On définit le mouvement, l’application successive d’un corps aux différentes parties de l’espace Voyez Mouvement.

On entend quelquefois en Géométrie par application, ce que nous appellons en Arithmétique division. Ce mot est plus d’usage en Latin qu’en François : applicare 6 ad 3, est la même chose que diviser 6 par 3. Voyez Division.

Application, se dit encore de l’action de poser ou d’appliquer l’une sur l’autre deux figures planes égales ou inégales.

C’est par l’application ou superposition qu’on démontre plusieurs propositions fondamentales de la Géométrie élémentaire ; par exemple, que deux triangles qui ont une même base & les mêmes angles à la base, sont égaux en tout ; que le diametre d’un cercle le divise en deux parties parfaitement égales ; qu’un quarré est partagé par sa diagonale en deux triangles égaux & semblables, &c. Voyez Superposition.

Application d’une science à une autre, en général, se dit de l’usage qu’on fait des principes & des vérités qui appartiennent à l’une pour perfectionner & augmenter l’autre.

En général, il n’est point de science ou d’art qui ne tiennent en partie à quelqu’autre. Le Discours préliminaire qui est à la tête de cet Ouvrage, & les grands articles de ce Dictionnaire, en fournissent par-tout la preuve.

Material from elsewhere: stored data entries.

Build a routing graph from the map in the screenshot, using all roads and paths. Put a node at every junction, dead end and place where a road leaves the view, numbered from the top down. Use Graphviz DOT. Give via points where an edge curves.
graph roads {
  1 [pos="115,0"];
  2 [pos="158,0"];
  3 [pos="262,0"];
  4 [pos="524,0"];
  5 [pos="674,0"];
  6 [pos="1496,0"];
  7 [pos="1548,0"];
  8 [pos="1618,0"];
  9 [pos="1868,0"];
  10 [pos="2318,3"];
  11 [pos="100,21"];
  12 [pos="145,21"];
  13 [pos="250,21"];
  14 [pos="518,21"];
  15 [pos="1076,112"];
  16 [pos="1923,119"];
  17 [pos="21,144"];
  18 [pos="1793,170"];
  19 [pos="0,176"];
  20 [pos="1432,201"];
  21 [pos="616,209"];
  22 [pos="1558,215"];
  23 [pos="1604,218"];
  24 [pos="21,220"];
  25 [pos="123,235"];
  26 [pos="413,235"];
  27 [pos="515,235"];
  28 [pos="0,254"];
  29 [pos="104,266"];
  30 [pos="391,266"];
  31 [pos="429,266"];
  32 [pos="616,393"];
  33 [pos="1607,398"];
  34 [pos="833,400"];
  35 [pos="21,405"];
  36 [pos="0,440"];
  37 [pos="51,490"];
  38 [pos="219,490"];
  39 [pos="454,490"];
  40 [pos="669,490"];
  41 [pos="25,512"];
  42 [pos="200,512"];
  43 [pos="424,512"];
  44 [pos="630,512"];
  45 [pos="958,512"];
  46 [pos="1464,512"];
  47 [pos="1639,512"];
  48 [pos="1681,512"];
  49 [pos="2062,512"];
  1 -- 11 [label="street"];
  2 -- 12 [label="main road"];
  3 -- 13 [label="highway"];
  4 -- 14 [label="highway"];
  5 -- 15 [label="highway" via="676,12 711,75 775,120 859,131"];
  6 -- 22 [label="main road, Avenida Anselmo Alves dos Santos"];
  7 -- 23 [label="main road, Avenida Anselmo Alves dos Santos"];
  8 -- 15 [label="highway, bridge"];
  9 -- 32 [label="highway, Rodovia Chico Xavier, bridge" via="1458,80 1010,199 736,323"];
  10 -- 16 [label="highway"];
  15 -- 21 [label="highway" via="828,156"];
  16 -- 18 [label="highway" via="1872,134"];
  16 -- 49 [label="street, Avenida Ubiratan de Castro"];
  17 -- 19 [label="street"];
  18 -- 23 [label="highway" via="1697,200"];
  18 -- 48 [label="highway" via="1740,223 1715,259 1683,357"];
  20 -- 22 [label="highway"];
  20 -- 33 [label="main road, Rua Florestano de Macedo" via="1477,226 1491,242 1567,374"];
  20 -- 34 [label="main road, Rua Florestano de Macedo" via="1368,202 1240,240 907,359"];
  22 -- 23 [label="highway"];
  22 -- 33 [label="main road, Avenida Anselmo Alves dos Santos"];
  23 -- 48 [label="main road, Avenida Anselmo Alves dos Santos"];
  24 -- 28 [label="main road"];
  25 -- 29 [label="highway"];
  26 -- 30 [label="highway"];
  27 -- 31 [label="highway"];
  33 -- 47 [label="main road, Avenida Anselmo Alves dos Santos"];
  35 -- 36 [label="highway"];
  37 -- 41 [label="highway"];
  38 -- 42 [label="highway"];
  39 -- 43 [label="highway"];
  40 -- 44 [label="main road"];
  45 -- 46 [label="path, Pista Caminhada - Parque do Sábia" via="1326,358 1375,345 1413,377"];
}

Application de l’Algebre ou de l’Analyse à la Géométrie. L’Algebre étant, comme nous l’avons dit à son article, le calcul des grandeurs en général, & l’Analyse l’usage de l’Algebre pour découvrir les quantités inconnues ; il étoit naturel qu’après avoir découvert l’Algebre & l’Analyse, on songeât à appliquer ces deux sciences à la Géométrie, puisque les lignes, les surfaces, & les solides dont la Géométrie s’occupe, sont des grandeurs mesurables & comparables entr’elles, & dont on peut par conséquent assigner les rapports. Voyez Arithmétique universelle. Cependant jusqu’à M. Descartes, personne n’y avoit pensé, quoique l’Algebre eût déjà fait d’assez grands progrès, sur-tout entre les mains de Viete. Voyez Algebre. C’est dans la Géométrie de M. Descartes que l’on trouve pour la premiere fois l’application de l’Algebre à la Géométrie, ainsi que des méthodes excellentes pour perfectionner l’Algebre même : ce grand génie a rendu par là un service immortel aux Mathématiques, & a donné la clé des plus grandes découvertes qu’on pût espérer de faire dans cette science.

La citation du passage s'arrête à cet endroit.